(Data extracted from a collection)
____________________
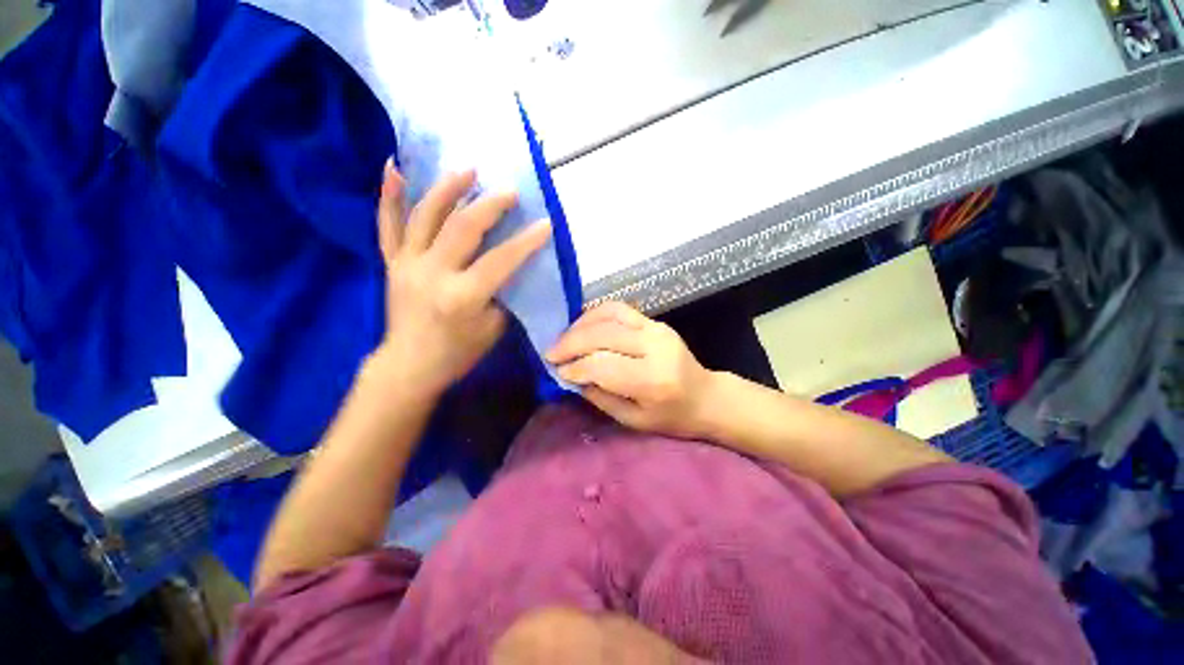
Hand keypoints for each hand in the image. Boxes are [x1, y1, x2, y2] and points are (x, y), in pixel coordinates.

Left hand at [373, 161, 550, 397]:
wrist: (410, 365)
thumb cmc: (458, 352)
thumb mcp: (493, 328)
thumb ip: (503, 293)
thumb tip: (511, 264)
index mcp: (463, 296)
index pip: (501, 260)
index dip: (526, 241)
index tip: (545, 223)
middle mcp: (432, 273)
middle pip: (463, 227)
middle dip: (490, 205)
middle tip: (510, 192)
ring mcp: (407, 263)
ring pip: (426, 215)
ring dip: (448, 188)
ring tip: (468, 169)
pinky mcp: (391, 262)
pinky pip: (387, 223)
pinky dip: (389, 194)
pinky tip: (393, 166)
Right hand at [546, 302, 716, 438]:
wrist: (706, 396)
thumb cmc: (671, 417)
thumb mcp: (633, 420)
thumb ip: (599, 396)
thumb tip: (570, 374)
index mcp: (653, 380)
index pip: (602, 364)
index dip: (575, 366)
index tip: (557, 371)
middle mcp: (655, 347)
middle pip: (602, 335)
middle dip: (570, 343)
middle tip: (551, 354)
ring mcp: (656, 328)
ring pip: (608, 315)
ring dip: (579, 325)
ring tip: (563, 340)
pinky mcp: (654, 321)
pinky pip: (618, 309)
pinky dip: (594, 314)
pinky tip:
____________________
What you have to do —
All the lines above should be reproduced exactly, and none of the pictures.

Response —
Hand keypoints for each hand in the image. Boxes are [x1, y1, x2, y2] and points are (x, y), in pixel coordinates.

Left hand at [373, 161, 550, 397]:
wrist: (410, 365)
thumb cmc: (458, 352)
thumb mcp: (493, 328)
thumb ip: (503, 293)
thumb tip: (511, 264)
index mcp: (463, 296)
index pip: (501, 260)
index dip: (526, 241)
index tip: (545, 223)
middle mcp: (432, 273)
middle pip: (463, 227)
middle dip: (490, 205)
middle tip: (510, 192)
ring mcp: (407, 263)
ring pip: (426, 215)
ring dip: (448, 188)
ring tip: (468, 169)
pinky mcp: (391, 262)
pinky pip: (387, 223)
pinky dip: (389, 194)
pinky tip: (393, 166)
Right hand at [546, 302, 716, 438]:
wrist: (706, 396)
thumb cmc: (671, 417)
thumb mcp: (633, 420)
thumb ip: (599, 396)
thumb tip: (570, 374)
index mcp: (653, 380)
index pip: (602, 364)
index dip: (575, 366)
index tip: (557, 371)
middle mcp: (655, 347)
middle pip: (602, 335)
middle dip: (570, 343)
middle tip: (551, 354)
ring mcp: (656, 328)
ring pip: (608, 315)
ring dip: (579, 325)
ring tip: (563, 340)
pinky mcp: (654, 321)
pinky pip: (618, 309)
pinky dip: (594, 314)
pinky tip:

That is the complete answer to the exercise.